EXERCISE:
Two lines mark the range in the entries below: the one holding "middle mcp: (633, 875)" and the one holding "index tip: (955, 767)". Set down those two and all lines between them, exactly.
--- DATA TO EXAMINE Enclosed Below ---
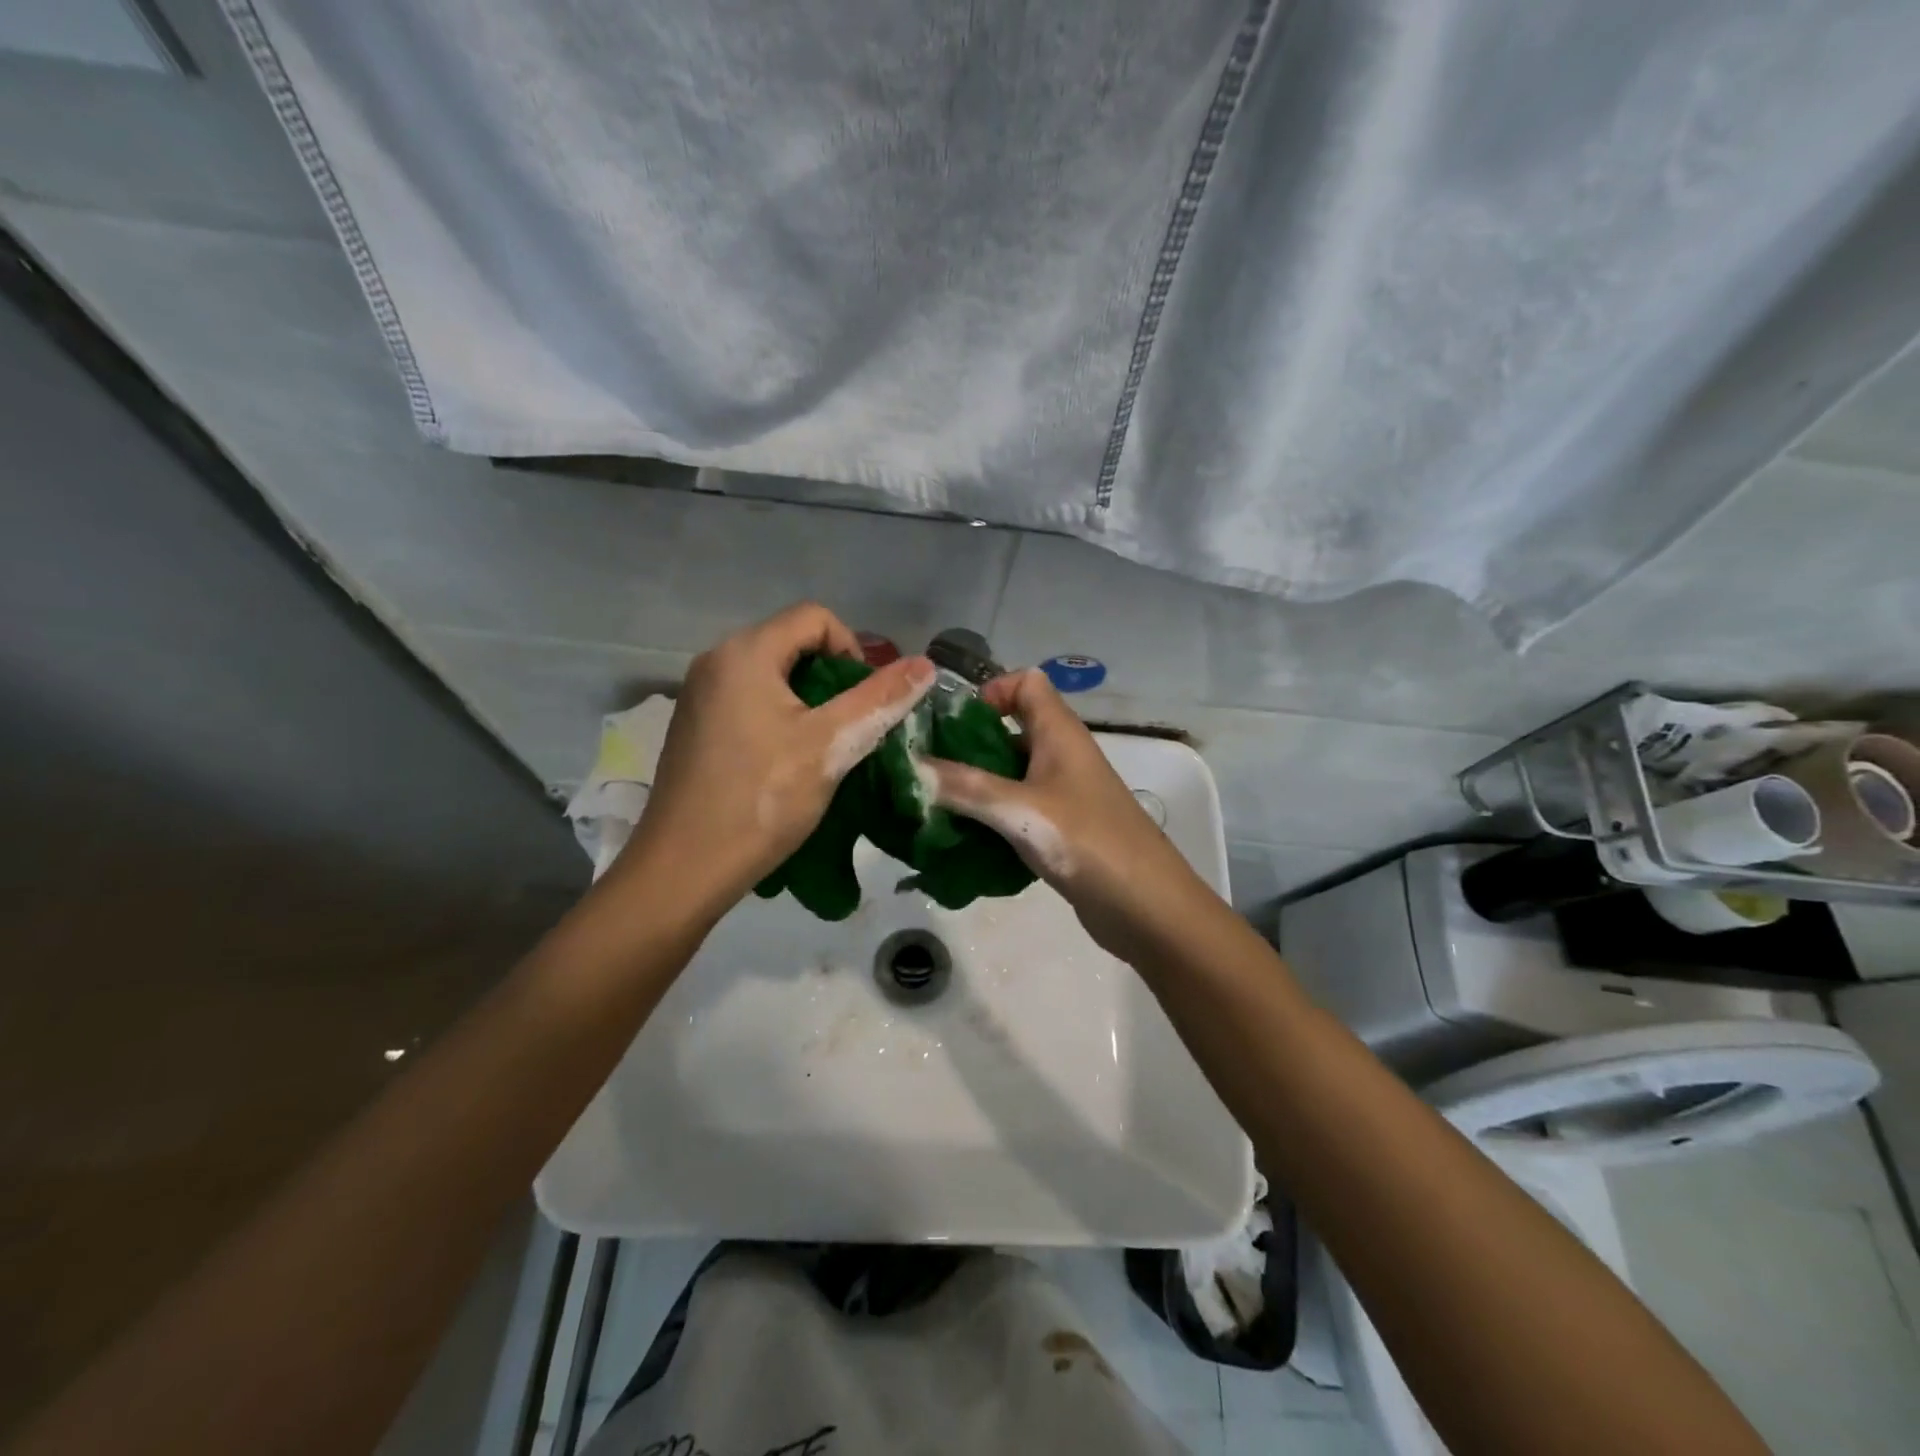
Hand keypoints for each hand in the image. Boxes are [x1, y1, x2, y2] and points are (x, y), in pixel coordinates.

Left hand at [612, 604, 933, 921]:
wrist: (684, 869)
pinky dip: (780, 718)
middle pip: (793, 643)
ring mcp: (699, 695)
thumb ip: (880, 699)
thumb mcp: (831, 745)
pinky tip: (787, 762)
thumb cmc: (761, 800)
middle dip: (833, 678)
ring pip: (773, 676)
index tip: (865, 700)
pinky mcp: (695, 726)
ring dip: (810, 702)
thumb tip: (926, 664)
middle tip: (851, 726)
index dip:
--- End of Enclosed DATA TO EXAMINE ---
--- DATA TO EXAMINE Enclosed Below ---
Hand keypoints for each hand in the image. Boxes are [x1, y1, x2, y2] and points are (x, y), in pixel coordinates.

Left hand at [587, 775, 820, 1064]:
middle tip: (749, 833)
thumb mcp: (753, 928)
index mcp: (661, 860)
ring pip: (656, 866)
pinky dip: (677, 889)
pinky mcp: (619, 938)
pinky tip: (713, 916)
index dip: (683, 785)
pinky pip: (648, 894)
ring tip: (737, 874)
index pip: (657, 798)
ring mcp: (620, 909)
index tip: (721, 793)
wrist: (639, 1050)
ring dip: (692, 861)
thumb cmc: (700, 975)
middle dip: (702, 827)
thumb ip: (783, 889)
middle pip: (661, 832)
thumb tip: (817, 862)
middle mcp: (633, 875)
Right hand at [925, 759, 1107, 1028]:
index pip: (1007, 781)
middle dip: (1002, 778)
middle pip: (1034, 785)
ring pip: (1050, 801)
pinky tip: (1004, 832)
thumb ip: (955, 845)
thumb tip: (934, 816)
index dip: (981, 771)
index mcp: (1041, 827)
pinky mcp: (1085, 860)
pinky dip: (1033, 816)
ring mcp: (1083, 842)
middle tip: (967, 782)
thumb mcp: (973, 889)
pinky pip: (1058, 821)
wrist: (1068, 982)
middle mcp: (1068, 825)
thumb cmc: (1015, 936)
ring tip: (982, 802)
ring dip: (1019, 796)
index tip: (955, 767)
--- End of Enclosed DATA TO EXAMINE ---
FINAL ANSWER:
middle mcp: (633, 875)
Right hand at [925, 759, 1107, 1028]:
index pip: (1007, 781)
middle dip: (1002, 778)
middle pip: (1034, 785)
ring pip: (1050, 801)
pinky tip: (1004, 832)
thumb ip: (955, 845)
thumb tip: (934, 816)
index dip: (981, 771)
index mcp: (1041, 827)
pinky mcp: (1085, 860)
pinky dip: (1033, 816)
ring mcp: (1083, 842)
middle tip: (967, 782)
thumb mcp: (973, 889)
pinky pip: (1058, 821)
wrist: (1068, 982)
middle mcp: (1068, 825)
thumb cmc: (1015, 936)
ring tip: (982, 802)
ring dip: (1019, 796)
index tip: (955, 767)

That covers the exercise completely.